But my love comes with a caveat. The original vision and execution of social networking were based on an enchanting premise. Geographic distances and technology limits were eliminated. We stayed connected with friends and family in exciting and enriching new ways. An added bonus was the ability to expand our friend circles, join like-minded communities, and explore novel interests.
In its brilliant ascent, social media was leading us toward a more compassionate and connected world. Uh-oh—did we take a wrong turn somewhere?
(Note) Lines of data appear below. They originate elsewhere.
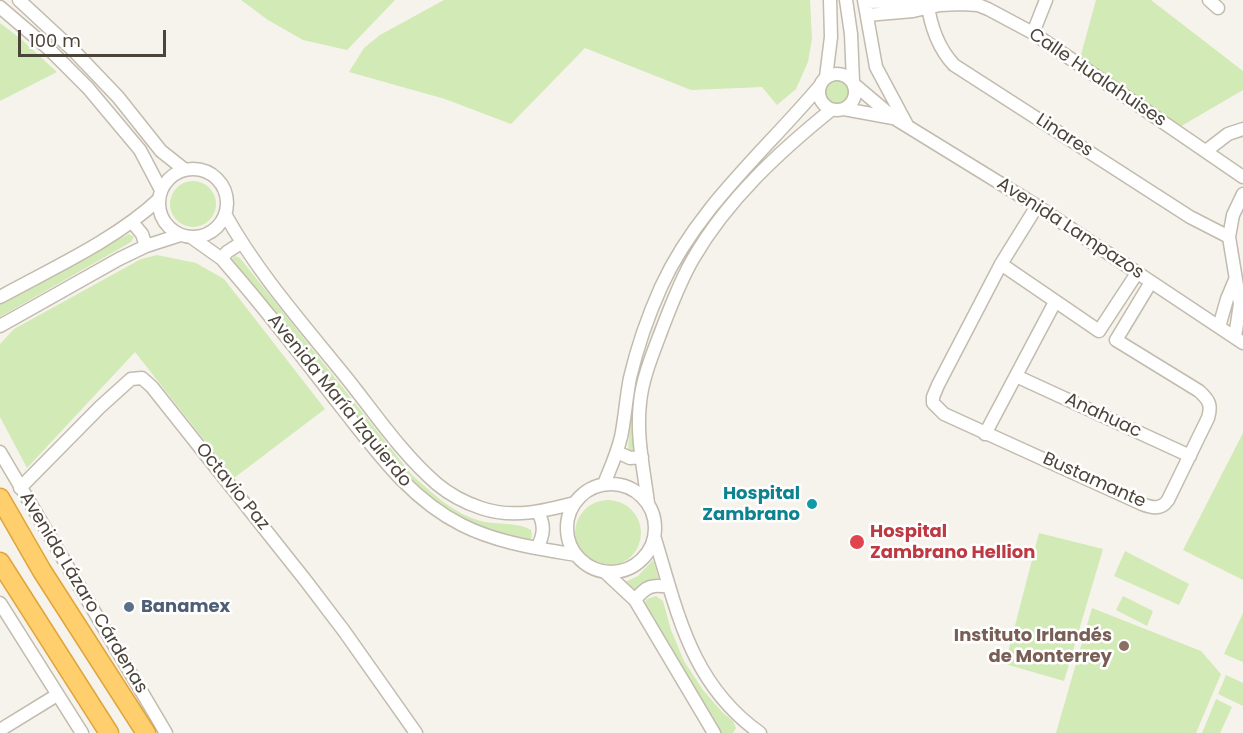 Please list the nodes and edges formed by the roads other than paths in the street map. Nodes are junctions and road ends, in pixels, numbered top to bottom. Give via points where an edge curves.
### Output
1 (19, 0) edge
2 (830, 0) edge
3 (846, 0) edge
4 (1046, 0) edge
5 (864, 1) edge
6 (931, 4) edge
7 (0, 7) edge
8 (867, 15) junction
9 (1033, 33) junction
10 (823, 82) junction
11 (854, 83) junction
12 (838, 109) junction
13 (894, 118) junction
14 (908, 126) junction
15 (1243, 129) edge
16 (1206, 151) junction
17 (185, 170) junction
18 (1243, 177) edge
19 (1243, 194) edge
20 (160, 195) junction
21 (1037, 206) junction
22 (225, 214) junction
23 (132, 222) junction
24 (185, 236) junction
25 (1229, 237) junction
26 (241, 243) junction
27 (146, 246) junction
28 (222, 259) junction
29 (1001, 264) junction
30 (1137, 273) junction
31 (1235, 280) junction
32 (1151, 282) junction
33 (0, 297) edge
34 (1055, 302) junction
35 (0, 325) edge
36 (1219, 327) junction
37 (1239, 340) edge
38 (1016, 376) junction
39 (985, 434) junction
40 (0, 452) edge
41 (617, 452) junction
42 (1190, 456) junction
43 (642, 457) junction
44 (604, 484) junction
45 (20, 488) junction
46 (0, 498) edge
47 (575, 503) junction
48 (648, 503) junction
49 (538, 512) junction
50 (655, 539) junction
51 (537, 548) junction
52 (576, 555) junction
53 (0, 562) edge
54 (605, 572) junction
55 (669, 587) junction
56 (635, 600) junction
57 (0, 603) edge
58 (57, 695) junction
59 (745, 729) edge
60 (0, 730) edge
61 (82, 733) edge
62 (109, 733) edge
63 (146, 733) edge
64 (166, 733) edge
65 (416, 733) edge
66 (714, 733) edge
67 (760, 733) edge

1 - 17 street via 118,97 161,151
2 - 10 street via 831,37
3 - 11 street
4 - 9 street
5 - 6 street, Calle Hualahuises
5 - 8 street
6 - 8 street, Calle Hualahuises
6 - 9 street, Calle Hualahuises via 978,5
6 - 25 street, Linares via 942,50 954,65 1190,217
7 - 20 street via 88,88 140,150
8 - 14 street via 876,67
9 - 16 street, Calle Hualahuises
10 - 11 street via 839,73
10 - 12 street via 819,96 824,105
10 - 41 street via 714,204 674,262 630,376
11 - 12 street via 853,102
11 - 13 street, Avenida Lampazos
12 - 13 street, Avenida Lampazos
12 - 43 street via 800,135 744,190 692,261 670,307 643,386
13 - 14 street, Avenida Lampazos
14 - 21 street, Avenida Lampazos
15 - 16 street via 1228,134
16 - 18 street, Calle Hualahuises
17 - 20 street via 171,177
17 - 22 street via 199,170 222,186
19 - 25 street via 1233,215
20 - 23 street
20 - 24 street via 160,214 168,227
21 - 29 street, Bustamante
21 - 30 street, Avenida Lampazos
22 - 24 street via 218,227 205,235
22 - 26 street, Avenida María Izquierdo
23 - 27 street
23 - 33 street
24 - 27 street
24 - 28 street, Avenida María Izquierdo
25 - 31 street
26 - 28 street
26 - 49 street, Avenida María Izquierdo via 422,471 452,494 482,508
27 - 35 street
28 - 51 street, Avenida María Izquierdo via 406,485 461,525 499,541
29 - 34 street
29 - 39 street, Bustamante via 933,397 939,410
30 - 32 street, Avenida Lampazos
30 - 34 street via 1099,331
31 - 36 street
31 - 37 street via 1240,304
32 - 36 street, Avenida Lampazos
32 - 42 street, Bustamante via 1116,340 1208,400 1208,418
34 - 38 street
36 - 37 street, Avenida Lampazos
38 - 39 street
38 - 42 street, Anahuac
39 - 42 street, Bustamante via 1155,508 1168,500
40 - 45 street, Avenida Lázaro Cárdenas
41 - 43 street via 630,458
41 - 44 street
43 - 48 street
44 - 47 street
44 - 48 street via 628,487
45 - 64 street, Avenida Lázaro Cárdenas
45 - 65 street, Octavio Paz via 131,379 142,378 319,597
46 - 63 highway, Avenida Lázaro Cárdenas
47 - 49 street, Avenida María Izquierdo
47 - 52 street via 567,531
48 - 50 street
49 - 51 street via 544,527
50 - 54 street via 638,562
50 - 55 street
51 - 52 street, Avenida María Izquierdo
52 - 54 street
53 - 62 highway
54 - 56 street
55 - 56 street via 651,585
55 - 59 street via 694,657
56 - 66 street
57 - 58 street
58 - 60 street
58 - 61 street
59 - 67 street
Today, Big Tech is driving us, our kids, and society mad. The current genre of social media is a far cry from its birthright. We have a crisis on our hands, and most of us know it. We feel small and unprotected. Tech giants rule with impunity. We’re trapped in a distorted landscape, pawns of their overt and nefarious manipulations. Here’s a sobering stat: A Pew Research survey in 2024 found that “about two-thirds of Americans, 64%, said they think social media is bad for democracy.”1
It’s easy to think we’re in uncharted territory. But the perpetrations of Big Tech—manipulations, monopolies, and profits at all costs—aren’t necessarily new. There are striking parallels in Big Agriculture and Big Energy, and valuable lessons to glean.
Get ready for a fascinating read that will keep you jaw-dropped, incredulous, and chuckling along with the book’s reveals.
Together, we’ll embark on a journey to discover an authentic, uplifting, and achievable transformation of social media and Big Tech. This is the game plan for an epic reboot. What would social media look like if it nourished our critical thinking, mental health, privacy, civil discourse, and democracy? Is that even possible? Stay tuned.
This book is for all of us—from the curious and uninitiated, to casual and heavy users of social media, to parents and teachers, to techies and entrepreneurs, to investors and elected officials. Everyone is affected by Big Tech, and everyone is part of the solution.
It’s time for velocity. What we need is insight, understanding, and an implementable plan to catapult forward. How do we get there? By the end of this book, you’ll know the answers.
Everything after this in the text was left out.